Genç adam biraz öfkeli bir şekilde “Bunu nereden bilebilirsin?” dedi. “Yoksa akıl mı okuyorsun?”.
Yaşlı adam genç adama bakarak “Hayır ben emekli bir psikiyatristim.” dedi. “Pek çok sorunlu insanla konuştum ve tedavi ettim.”. “Dış görünüşleri harika, ama iç dünyaları bir o kadar felaket insanlara yardım ettim.”.
Genç adam bir anda durulmuştu. “Peki” dedi “Koşmak ne demek?”.
“Akıl bir düşünce içinde boğuşurken koşar ve onu deli gibi sağa sola koşan bir canlıya benzetebiliriz”.
“Peki” dedi genç adam “Ne yapmak lazım?”?
Yaşlı adam bastonundan güç alarak hafifçe hareket etti: “Önce yavaşlamak sonra da durmak lazım.” dedi ve ekledi “Ama insanlar nasıl yapıldığını bilmez. Çoğu insanın en büyük sorunu aslında temelde budur. Çocukluklarından beri nasıl davranacakları öğretilen çocuklara, nasıl düşüncelerini kontrol edecekleri öğretilmez. Ama anne babanı suçlama onlar da bilmiyorlar. ”
“Tamam” dedi genç adam “Bu nasıl yapılır”?
“Çok kolay” dedi “İzleyerek. Bir düşünce geldiğinde onu izle, onun tam olarak farkında ol ve asla ona katılma“.
İşte toplam üç adım:
1-Düşünceyi izle
2-Farkında ol
3-Asla katılma.
“Bu bazen çok zor olabilir. Çünkü panik ve stres halinde olabiliriz. Kaygılarımızla boğuşuyor olabiliriz. Ama bu yöntem bu durumlarda bile işe yarayacaktır. Sadece pes etme yeter. Bu yöntemin tek işe yaramadığı an düşünceyi engellemeye veya yenmeye çalıştığın andır. Düşünceyi daha çok güçlendirirsin. Yanlış anlama düşünmek kötü değildir. Kötü olan kontrolünde olmamasıdır.”
Genç adam huzurla gülümsedi ve “Bu gerçekten harika.” dedi…
***
Evet hayatımızda en büyük yanılgımız düşüncelerimizin rastgele oluştuğu zihniyetidir. Düşüncelerimiz kontrol etmez ve yöneticinin kim olduğunu hatırlatmazsak bir süre sonra bize büyük sorunlar açar.
Yapılması gereken temelde basit ama alışkanlık haline getirmesi zaman alır.

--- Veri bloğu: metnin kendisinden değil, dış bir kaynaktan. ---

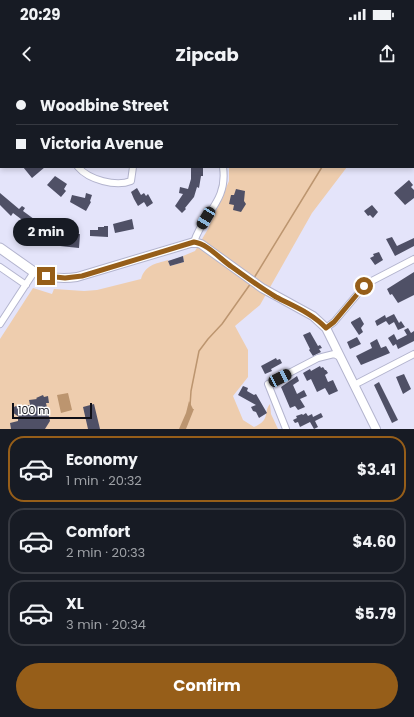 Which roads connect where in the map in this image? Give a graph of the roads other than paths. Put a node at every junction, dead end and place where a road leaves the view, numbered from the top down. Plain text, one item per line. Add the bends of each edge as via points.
1 (79, 168) edge
2 (133, 168) edge
3 (223, 168) edge
4 (194, 242) junction
5 (0, 248) edge
6 (414, 259) edge
7 (0, 267) edge
8 (34, 272) junction
9 (26, 285) junction
10 (0, 324) edge
11 (326, 328) junction
12 (414, 354) edge
13 (340, 357) junction
14 (354, 385) junction
15 (286, 429) edge
16 (376, 429) edge

1 - 2 street via 93,178 125,184 131,181
3 - 4 street via 221,194
4 - 8 street via 77,277 52,278
4 - 11 street via 204,245 262,288 312,316
5 - 8 main road
6 - 11 street via 366,284
7 - 9 street
8 - 9 street
9 - 10 street
11 - 13 street
12 - 14 street
13 - 14 street
13 - 15 street via 336,354 318,358 268,384
14 - 16 street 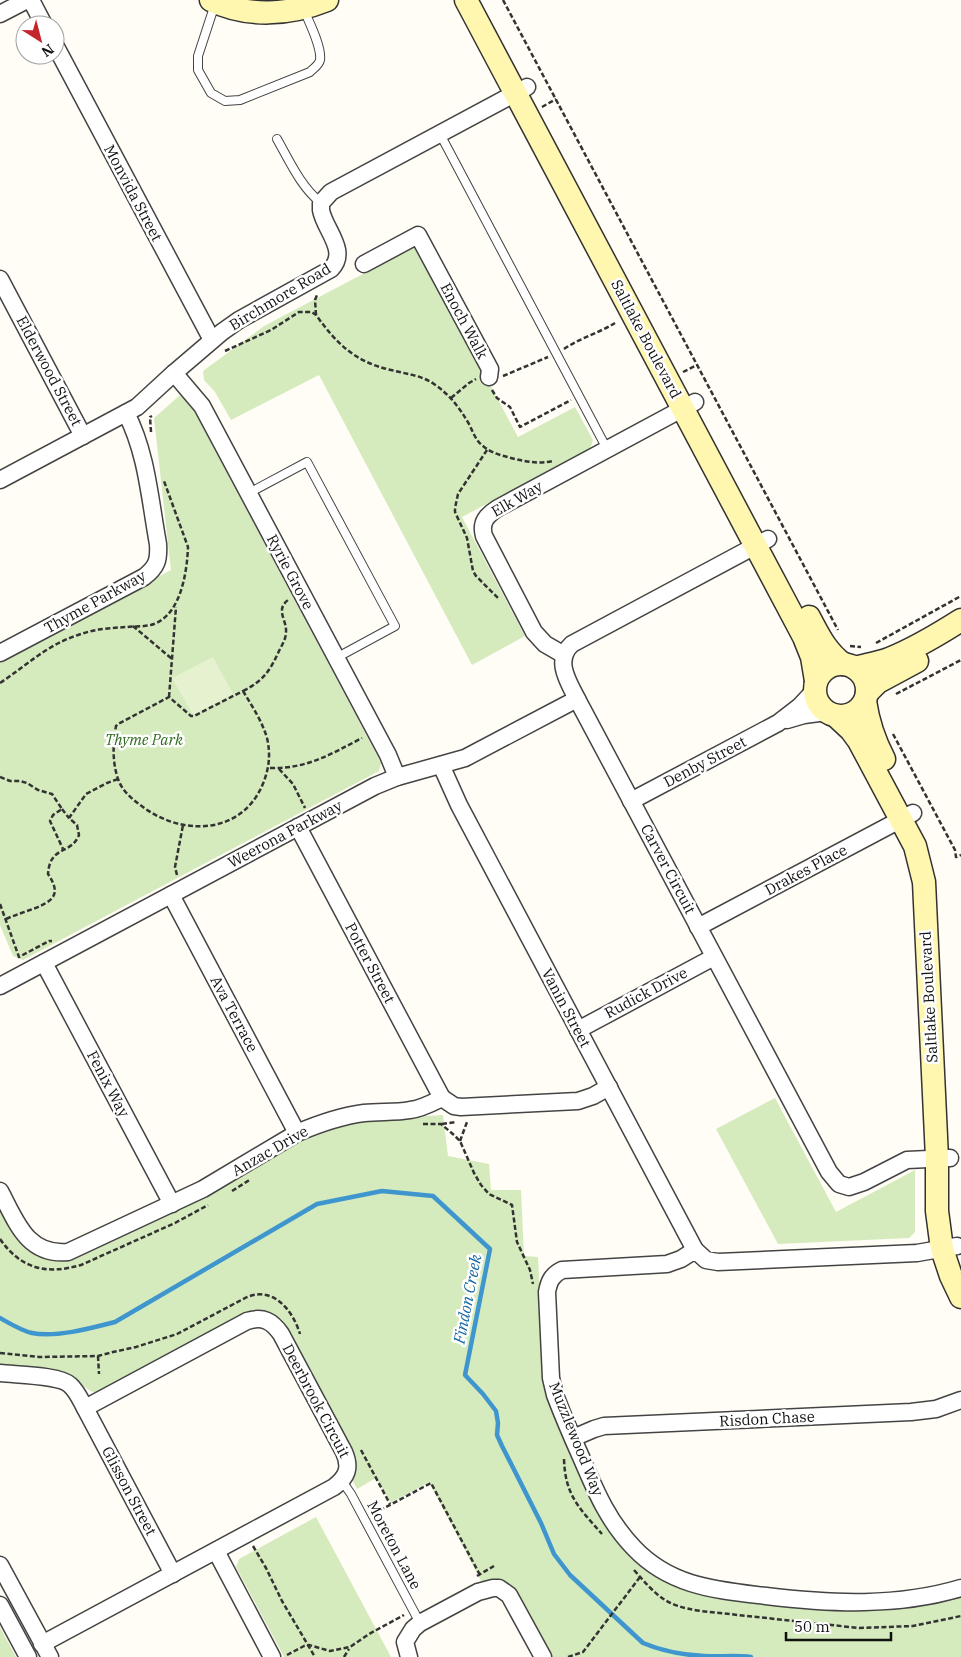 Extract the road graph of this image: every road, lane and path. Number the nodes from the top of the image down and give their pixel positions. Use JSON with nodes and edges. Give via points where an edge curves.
{"nodes":[{"id":1,"x":26,"y":0,"type":"edge"},
{"id":2,"x":31,"y":0,"type":"edge"},
{"id":3,"x":327,"y":0,"type":"edge"},
{"id":4,"x":466,"y":0,"type":"edge"},
{"id":5,"x":481,"y":0,"type":"edge"},
{"id":6,"x":504,"y":0,"type":"edge"},
{"id":7,"x":214,"y":1,"type":"edge"},
{"id":8,"x":304,"y":8,"type":"junction"},
{"id":9,"x":0,"y":14,"type":"edge"},
{"id":10,"x":39,"y":15,"type":"edge"},
{"id":11,"x":65,"y":64,"type":"edge"},
{"id":12,"x":521,"y":91,"type":"junction"},
{"id":13,"x":440,"y":134,"type":"junction"},
{"id":14,"x":277,"y":140,"type":"dead end"},
{"id":15,"x":321,"y":203,"type":"junction"},
{"id":16,"x":364,"y":264,"type":"dead end"},
{"id":17,"x":0,"y":279,"type":"edge"},
{"id":18,"x":313,"y":280,"type":"junction"},
{"id":19,"x":316,"y":315,"type":"junction"},
{"id":20,"x":615,"y":323,"type":"dead end"},
{"id":21,"x":216,"y":347,"type":"junction"},
{"id":22,"x":557,"y":354,"type":"junction"},
{"id":23,"x":688,"y":369,"type":"junction"},
{"id":24,"x":174,"y":373,"type":"junction"},
{"id":25,"x":489,"y":376,"type":"junction"},
{"id":26,"x":579,"y":396,"type":"junction"},
{"id":27,"x":451,"y":398,"type":"junction"},
{"id":28,"x":689,"y":406,"type":"junction"},
{"id":29,"x":157,"y":411,"type":"dead end"},
{"id":30,"x":126,"y":413,"type":"junction"},
{"id":31,"x":83,"y":436,"type":"junction"},
{"id":32,"x":152,"y":439,"type":"dead end"},
{"id":33,"x":608,"y":449,"type":"junction"},
{"id":34,"x":560,"y":459,"type":"dead end"},
{"id":35,"x":162,"y":475,"type":"dead end"},
{"id":36,"x":0,"y":480,"type":"edge"},
{"id":37,"x":249,"y":493,"type":"junction"},
{"id":38,"x":762,"y":542,"type":"junction"},
{"id":39,"x":301,"y":592,"type":"junction"},
{"id":40,"x":961,"y":596,"type":"edge"},
{"id":41,"x":176,"y":605,"type":"junction"},
{"id":42,"x":961,"y":620,"type":"edge"},
{"id":43,"x":133,"y":626,"type":"junction"},
{"id":44,"x":839,"y":632,"type":"dead end"},
{"id":45,"x":961,"y":634,"type":"edge"},
{"id":46,"x":0,"y":653,"type":"edge"},
{"id":47,"x":564,"y":655,"type":"junction"},
{"id":48,"x":336,"y":658,"type":"junction"},
{"id":49,"x":172,"y":659,"type":"junction"},
{"id":50,"x":848,"y":659,"type":"junction"},
{"id":51,"x":961,"y":660,"type":"edge"},
{"id":52,"x":879,"y":662,"type":"junction"},
{"id":53,"x":0,"y":683,"type":"edge"},
{"id":54,"x":815,"y":686,"type":"junction"},
{"id":55,"x":243,"y":691,"type":"junction"},
{"id":56,"x":169,"y":697,"type":"junction"},
{"id":57,"x":866,"y":697,"type":"junction"},
{"id":58,"x":577,"y":699,"type":"junction"},
{"id":59,"x":831,"y":714,"type":"junction"},
{"id":60,"x":778,"y":723,"type":"junction"},
{"id":61,"x":889,"y":726,"type":"dead end"},
{"id":62,"x":375,"y":731,"type":"junction"},
{"id":63,"x":441,"y":765,"type":"junction"},
{"id":64,"x":269,"y":768,"type":"junction"},
{"id":65,"x":278,"y":768,"type":"junction"},
{"id":66,"x":0,"y":777,"type":"edge"},
{"id":67,"x":397,"y":777,"type":"junction"},
{"id":68,"x":118,"y":779,"type":"junction"},
{"id":69,"x":631,"y":801,"type":"junction"},
{"id":70,"x":62,"y":809,"type":"junction"},
{"id":71,"x":907,"y":816,"type":"junction"},
{"id":72,"x":69,"y":818,"type":"junction"},
{"id":73,"x":305,"y":824,"type":"junction"},
{"id":74,"x":183,"y":825,"type":"junction"},
{"id":75,"x":63,"y":849,"type":"junction"},
{"id":76,"x":961,"y":855,"type":"edge"},
{"id":77,"x":177,"y":891,"type":"junction"},
{"id":78,"x":0,"y":904,"type":"edge"},
{"id":79,"x":6,"y":919,"type":"junction"},
{"id":80,"x":698,"y":927,"type":"junction"},
{"id":81,"x":60,"y":954,"type":"junction"},
{"id":82,"x":714,"y":957,"type":"junction"},
{"id":83,"x":44,"y":963,"type":"junction"},
{"id":84,"x":0,"y":986,"type":"edge"},
{"id":85,"x":578,"y":1030,"type":"junction"},
{"id":86,"x":609,"y":1087,"type":"junction"},
{"id":87,"x":442,"y":1098,"type":"junction"},
{"id":88,"x":421,"y":1123,"type":"dead end"},
{"id":89,"x":441,"y":1124,"type":"junction"},
{"id":90,"x":298,"y":1133,"type":"junction"},
{"id":91,"x":460,"y":1141,"type":"junction"},
{"id":92,"x":943,"y":1158,"type":"junction"},
{"id":93,"x":254,"y":1177,"type":"dead end"},
{"id":94,"x":0,"y":1191,"type":"edge"},
{"id":95,"x":227,"y":1194,"type":"dead end"},
{"id":96,"x":214,"y":1201,"type":"dead end"},
{"id":97,"x":172,"y":1204,"type":"junction"},
{"id":98,"x":0,"y":1238,"type":"edge"},
{"id":99,"x":695,"y":1250,"type":"junction"},
{"id":100,"x":953,"y":1252,"type":"edge"},
{"id":101,"x":533,"y":1289,"type":"dead end"},
{"id":102,"x":961,"y":1297,"type":"edge"},
{"id":103,"x":300,"y":1336,"type":"dead end"},
{"id":104,"x":0,"y":1353,"type":"edge"},
{"id":105,"x":98,"y":1356,"type":"junction"},
{"id":106,"x":0,"y":1373,"type":"edge"},
{"id":107,"x":99,"y":1374,"type":"dead end"},
{"id":108,"x":961,"y":1400,"type":"edge"},
{"id":109,"x":85,"y":1408,"type":"junction"},
{"id":110,"x":573,"y":1438,"type":"junction"},
{"id":111,"x":358,"y":1445,"type":"dead end"},
{"id":112,"x":564,"y":1459,"type":"dead end"},
{"id":113,"x":342,"y":1481,"type":"junction"},
{"id":114,"x":390,"y":1504,"type":"junction"},
{"id":115,"x":365,"y":1518,"type":"junction"},
{"id":116,"x":247,"y":1534,"type":"junction"},
{"id":117,"x":606,"y":1538,"type":"dead end"},
{"id":118,"x":216,"y":1551,"type":"junction"},
{"id":119,"x":629,"y":1564,"type":"dead end"},
{"id":120,"x":0,"y":1565,"type":"edge"},
{"id":121,"x":494,"y":1566,"type":"dead end"},
{"id":122,"x":173,"y":1574,"type":"junction"},
{"id":123,"x":640,"y":1577,"type":"junction"},
{"id":124,"x":471,"y":1579,"type":"dead end"},
{"id":125,"x":483,"y":1581,"type":"junction"},
{"id":126,"x":961,"y":1588,"type":"edge"},
{"id":127,"x":0,"y":1605,"type":"edge"},
{"id":128,"x":417,"y":1616,"type":"junction"},
{"id":129,"x":961,"y":1616,"type":"edge"},
{"id":130,"x":309,"y":1645,"type":"junction"},
{"id":131,"x":350,"y":1647,"type":"junction"},
{"id":132,"x":46,"y":1650,"type":"edge"},
{"id":133,"x":583,"y":1652,"type":"junction"},
{"id":134,"x":28,"y":1657,"type":"edge"},
{"id":135,"x":272,"y":1657,"type":"edge"},
{"id":136,"x":284,"y":1657,"type":"edge"},
{"id":137,"x":315,"y":1657,"type":"edge"},
{"id":138,"x":344,"y":1657,"type":"edge"},
{"id":139,"x":409,"y":1657,"type":"edge"},
{"id":140,"x":543,"y":1657,"type":"edge"},
{"id":141,"x":568,"y":1657,"type":"edge"},
{"id":142,"x":584,"y":1657,"type":"edge"}],
"edges":[{"from":1,"to":9,"type":"street"},
{"from":2,"to":10,"type":"street"},
{"from":3,"to":8,"type":"street"},
{"from":4,"to":12,"type":"street","name":"Saltlake Boulevard"},
{"from":5,"to":12,"type":"street","name":"Saltlake Boulevard"},
{"from":6,"to":23,"type":"path"},
{"from":7,"to":8,"type":"street","via":[[258,12]]},
{"from":7,"to":8,"type":"lane","via":[[198,56],[198,70],[210,93],[225,100],[240,100],[310,72],[318,64],[319,50]]},
{"from":11,"to":21,"type":"street","name":"Monvida Street"},
{"from":12,"to":13,"type":"street"},
{"from":12,"to":23,"type":"street","name":"Saltlake Boulevard"},
{"from":12,"to":28,"type":"street","name":"Saltlake Boulevard"},
{"from":13,"to":15,"type":"street","via":[[340,187]]},
{"from":13,"to":22,"type":"lane"},
{"from":14,"to":15,"type":"lane","via":[[302,182]]},
{"from":15,"to":18,"type":"street","name":"Birchmore Road","via":[[322,215],[339,254],[336,264]]},
{"from":16,"to":25,"type":"street","name":"Enoch Walk","via":[[418,235],[490,369]]},
{"from":17,"to":31,"type":"street","name":"Elderwood Street"},
{"from":18,"to":19,"type":"path","via":[[320,293],[316,296]]},
{"from":18,"to":21,"type":"street","name":"Birchmore Road","via":[[239,320]]},
{"from":19,"to":21,"type":"path","via":[[299,312],[271,330],[236,344]]},
{"from":19,"to":27,"type":"path","via":[[336,341],[360,360],[378,368],[422,378]]},
{"from":20,"to":22,"type":"path"},
{"from":21,"to":24,"type":"street","name":"Birchmore Road"},
{"from":22,"to":25,"type":"path","via":[[496,378]]},
{"from":22,"to":26,"type":"lane"},
{"from":23,"to":28,"type":"street","name":"Saltlake Boulevard"},
{"from":23,"to":44,"type":"path"},
{"from":24,"to":30,"type":"street","name":"Birchmore Road"},
{"from":24,"to":37,"type":"street","name":"Ryrie Grove","via":[[202,406]]},
{"from":25,"to":26,"type":"path","name":"Enoch Walk","via":[[497,398],[510,407],[520,427]]},
{"from":25,"to":27,"type":"path","via":[[475,379]]},
{"from":26,"to":33,"type":"lane"},
{"from":27,"to":34,"type":"path","via":[[487,450],[528,462]]},
{"from":28,"to":33,"type":"street","name":"Elk Way"},
{"from":28,"to":38,"type":"street","name":"Saltlake Boulevard"},
{"from":29,"to":32,"type":"path","via":[[150,417]]},
{"from":30,"to":31,"type":"street","name":"Birchmore Road"},
{"from":30,"to":46,"type":"street","name":"Thyme Parkway","via":[[141,451],[158,544],[156,565],[144,577]]},
{"from":31,"to":36,"type":"street","name":"Birchmore Road"},
{"from":33,"to":47,"type":"street","name":"Elk Way","via":[[498,508],[487,516],[482,525],[489,547],[534,632],[545,644]]},
{"from":35,"to":41,"type":"path","via":[[188,547]]},
{"from":37,"to":39,"type":"street","name":"Ryrie Grove"},
{"from":37,"to":48,"type":"lane","via":[[307,462],[395,626]]},
{"from":38,"to":47,"type":"street","via":[[572,644]]},
{"from":38,"to":50,"type":"street","name":"Saltlake Boulevard","via":[[831,654]]},
{"from":38,"to":54,"type":"street","name":"Saltlake Boulevard","via":[[812,657]]},
{"from":39,"to":48,"type":"street","name":"Ryrie Grove"},
{"from":39,"to":55,"type":"path","via":[[284,603],[282,608],[286,633],[270,670],[260,681]]},
{"from":40,"to":52,"type":"path"},
{"from":41,"to":43,"type":"path","via":[[170,614],[153,624]]},
{"from":41,"to":49,"type":"path"},
{"from":42,"to":52,"type":"street","via":[[902,654]]},
{"from":43,"to":49,"type":"path"},
{"from":43,"to":53,"type":"path","via":[[90,631],[60,642],[36,655]]},
{"from":45,"to":52,"type":"street","via":[[938,650]]},
{"from":47,"to":58,"type":"street","name":"Carver Circuit","via":[[563,669]]},
{"from":48,"to":62,"type":"street","name":"Ryrie Grove"},
{"from":49,"to":56,"type":"path"},
{"from":50,"to":52,"type":"street"},
{"from":50,"to":52,"type":"path","via":[[867,648]]},
{"from":50,"to":54,"type":"street","via":[[826,668]]},
{"from":50,"to":57,"type":"street","via":[[865,678]]},
{"from":51,"to":52,"type":"path","via":[[896,694]]},
{"from":52,"to":57,"type":"street","via":[[878,682]]},
{"from":54,"to":59,"type":"street","via":[[820,706]]},
{"from":54,"to":60,"type":"street","name":"Denby Street","via":[[800,706]]},
{"from":55,"to":56,"type":"path","via":[[194,716]]},
{"from":55,"to":64,"type":"path","via":[[266,737]]},
{"from":56,"to":68,"type":"path","via":[[116,726],[113,751]]},
{"from":57,"to":59,"type":"street","via":[[853,714],[845,717]]},
{"from":57,"to":71,"type":"street","name":"Saltlake Boulevard","via":[[867,716]]},
{"from":58,"to":63,"type":"street","name":"Weerona Parkway","via":[[464,758]]},
{"from":58,"to":69,"type":"street","name":"Carver Circuit"},
{"from":59,"to":60,"type":"street","name":"Denby Street","via":[[804,715]]},
{"from":59,"to":71,"type":"street","name":"Saltlake Boulevard","via":[[859,740]]},
{"from":60,"to":69,"type":"street","name":"Denby Street"},
{"from":61,"to":76,"type":"path","via":[[956,857]]},
{"from":62,"to":65,"type":"path","via":[[317,761]]},
{"from":62,"to":67,"type":"street","name":"Ryrie Grove"},
{"from":63,"to":67,"type":"street","name":"Weerona Parkway"},
{"from":63,"to":85,"type":"street","name":"Vanin Street","via":[[455,799]]},
{"from":64,"to":65,"type":"path"},
{"from":64,"to":74,"type":"path","via":[[255,799],[234,819],[209,826]]},
{"from":65,"to":73,"type":"path","via":[[293,784]]},
{"from":66,"to":70,"type":"path","via":[[27,783],[52,794]]},
{"from":67,"to":73,"type":"street","name":"Weerona Parkway"},
{"from":68,"to":72,"type":"path","via":[[83,797]]},
{"from":68,"to":74,"type":"path","via":[[131,798],[148,812]]},
{"from":69,"to":80,"type":"street","name":"Carver Circuit"},
{"from":70,"to":72,"type":"path"},
{"from":70,"to":75,"type":"path","via":[[50,821]]},
{"from":71,"to":80,"type":"street","name":"Drakes Place"},
{"from":71,"to":92,"type":"street","name":"Saltlake Boulevard","via":[[924,882]]},
{"from":72,"to":75,"type":"path","via":[[77,825],[79,835],[74,844]]},
{"from":73,"to":77,"type":"street","name":"Weerona Parkway"},
{"from":73,"to":87,"type":"street","name":"Potter Street"},
{"from":74,"to":77,"type":"path","via":[[176,867]]},
{"from":75,"to":79,"type":"path","via":[[54,855],[48,869],[55,885],[54,897]]},
{"from":77,"to":81,"type":"street","name":"Weerona Parkway"},
{"from":77,"to":90,"type":"street","name":"Ava Terrace"},
{"from":78,"to":79,"type":"path"},
{"from":79,"to":81,"type":"path","via":[[19,957],[52,941]]},
{"from":80,"to":82,"type":"street","name":"Carver Circuit"},
{"from":81,"to":83,"type":"street","name":"Weerona Parkway"},
{"from":82,"to":85,"type":"street","name":"Rudick Drive"},
{"from":82,"to":92,"type":"street","name":"Carver Circuit","via":[[835,1181],[844,1186],[856,1186],[907,1160]]},
{"from":83,"to":84,"type":"street","name":"Weerona Parkway"},
{"from":83,"to":97,"type":"street","name":"Fenix Way"},
{"from":85,"to":86,"type":"street","name":"Vanin Street"},
{"from":86,"to":87,"type":"street","via":[[584,1100],[570,1102],[461,1107]]},
{"from":86,"to":99,"type":"street","name":"Vanin Street"},
{"from":87,"to":90,"type":"street","name":"Anzac Drive","via":[[416,1109],[342,1117]]},
{"from":88,"to":89,"type":"path"},
{"from":89,"to":91,"type":"path"},
{"from":89,"to":91,"type":"path","via":[[468,1122]]},
{"from":90,"to":97,"type":"street","name":"Anzac Drive","via":[[226,1177]]},
{"from":91,"to":101,"type":"path","via":[[481,1185],[489,1194],[512,1205],[517,1242],[530,1270]]},
{"from":92,"to":100,"type":"street","name":"Saltlake Boulevard","via":[[937,1211]]},
{"from":93,"to":95,"type":"path"},
{"from":94,"to":97,"type":"street","name":"Anzac Drive","via":[[29,1240],[36,1246],[58,1253],[77,1249]]},
{"from":96,"to":98,"type":"path","via":[[175,1223],[68,1268],[42,1269],[25,1263],[14,1257]]},
{"from":99,"to":100,"type":"street","via":[[706,1260],[718,1262]]},
{"from":99,"to":110,"type":"street","name":"Muzzlewood Way","via":[[667,1264],[569,1269],[557,1273],[549,1281],[551,1378]]},
{"from":100,"to":102,"type":"street","name":"Saltlake Boulevard","via":[[951,1276]]},
{"from":103,"to":105,"type":"path","via":[[287,1307],[275,1298],[258,1294],[170,1336]]},
{"from":104,"to":105,"type":"path","via":[[39,1357]]},
{"from":105,"to":107,"type":"path"},
{"from":106,"to":109,"type":"street","via":[[66,1382],[75,1390]]},
{"from":108,"to":110,"type":"street","name":"Risdon Chase","via":[[936,1409],[911,1412],[604,1426]]},
{"from":109,"to":113,"type":"street","name":"Deerbrook Circuit","via":[[247,1321],[256,1318],[267,1320],[281,1334],[344,1452],[348,1469]]},
{"from":109,"to":122,"type":"street","name":"Glisson Street"},
{"from":110,"to":126,"type":"street","name":"Muzzlewood Way","via":[[600,1500],[622,1534],[654,1564],[688,1582],[725,1592],[855,1603],[903,1600]]},
{"from":111,"to":114,"type":"path"},
{"from":112,"to":117,"type":"path","via":[[569,1490],[581,1510]]},
{"from":113,"to":115,"type":"lane","name":"Moreton Lane"},
{"from":113,"to":116,"type":"street","name":"Deerbrook Circuit"},
{"from":114,"to":115,"type":"path"},
{"from":114,"to":125,"type":"path","via":[[430,1483]]},
{"from":115,"to":128,"type":"lane","name":"Moreton Lane"},
{"from":116,"to":118,"type":"street","name":"Deerbrook Circuit"},
{"from":116,"to":130,"type":"path"},
{"from":118,"to":122,"type":"street","name":"Deerbrook Circuit"},
{"from":118,"to":135,"type":"street"},
{"from":119,"to":123,"type":"path"},
{"from":120,"to":132,"type":"street","name":"Deerbrook Circuit"},
{"from":121,"to":125,"type":"path"},
{"from":122,"to":132,"type":"street","name":"Deerbrook Circuit"},
{"from":123,"to":129,"type":"path","via":[[657,1595],[673,1605],[701,1611],[859,1628],[913,1626]]},
{"from":123,"to":133,"type":"path"},
{"from":124,"to":125,"type":"path"},
{"from":125,"to":128,"type":"street","via":[[478,1592]]},
{"from":125,"to":140,"type":"street","via":[[509,1595]]},
{"from":127,"to":134,"type":"street"},
{"from":128,"to":131,"type":"path","via":[[369,1634]]},
{"from":128,"to":139,"type":"street","via":[[405,1642]]},
{"from":130,"to":131,"type":"path","via":[[330,1651]]},
{"from":130,"to":136,"type":"path"},
{"from":130,"to":137,"type":"path"},
{"from":131,"to":138,"type":"path"},
{"from":133,"to":141,"type":"path"},
{"from":133,"to":142,"type":"path"}]}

Bir gün baktığında huysuz öfkeli ve depresyondaki insanların temel sorunun bu olduğunu göreceksiniz.
1- Düşünceyi izlemek, farkındalık çalışmaları ile mümkündür. Farkındalığı anlamak için anın içinde olma mantığını anlamak gerekmektedir. Şimdinin içinde olmak ve onu algılamak çok önemlidir. Farkında olma eylemi ile düşünceyi bir izleyici olarak izlemeye başlarız. Düşünce sanki bize ait değilmiş gibi bu durumu yaşamak bizi kendimize yabancı hissettirebilir. Ama bu önemli bir durum değildir. Farkındalığın adımlarından biridir.
2- Düşüncenin farkında olmak, bu birinci adımın devamıdır. Tamamen farkında olma halidir. İnsan düşüncelerinden sıyrılıp uyanışa geçer ve bu adımda düşünceleri tamamen fark eder. Bir spontane gelişme olayı sonlanır. Düşünceler farkındalık arttıkça azalacaktır.
3- Asla katılma ve engellemeye çalışma. Düşünce siz ona katıldığınızda veya mücadele ettiğinizde varlığını sürdürebilir. Ama siz o düşünce ile ilgilenmez ve sadece izlerseniz kendiliğinden bitecektir.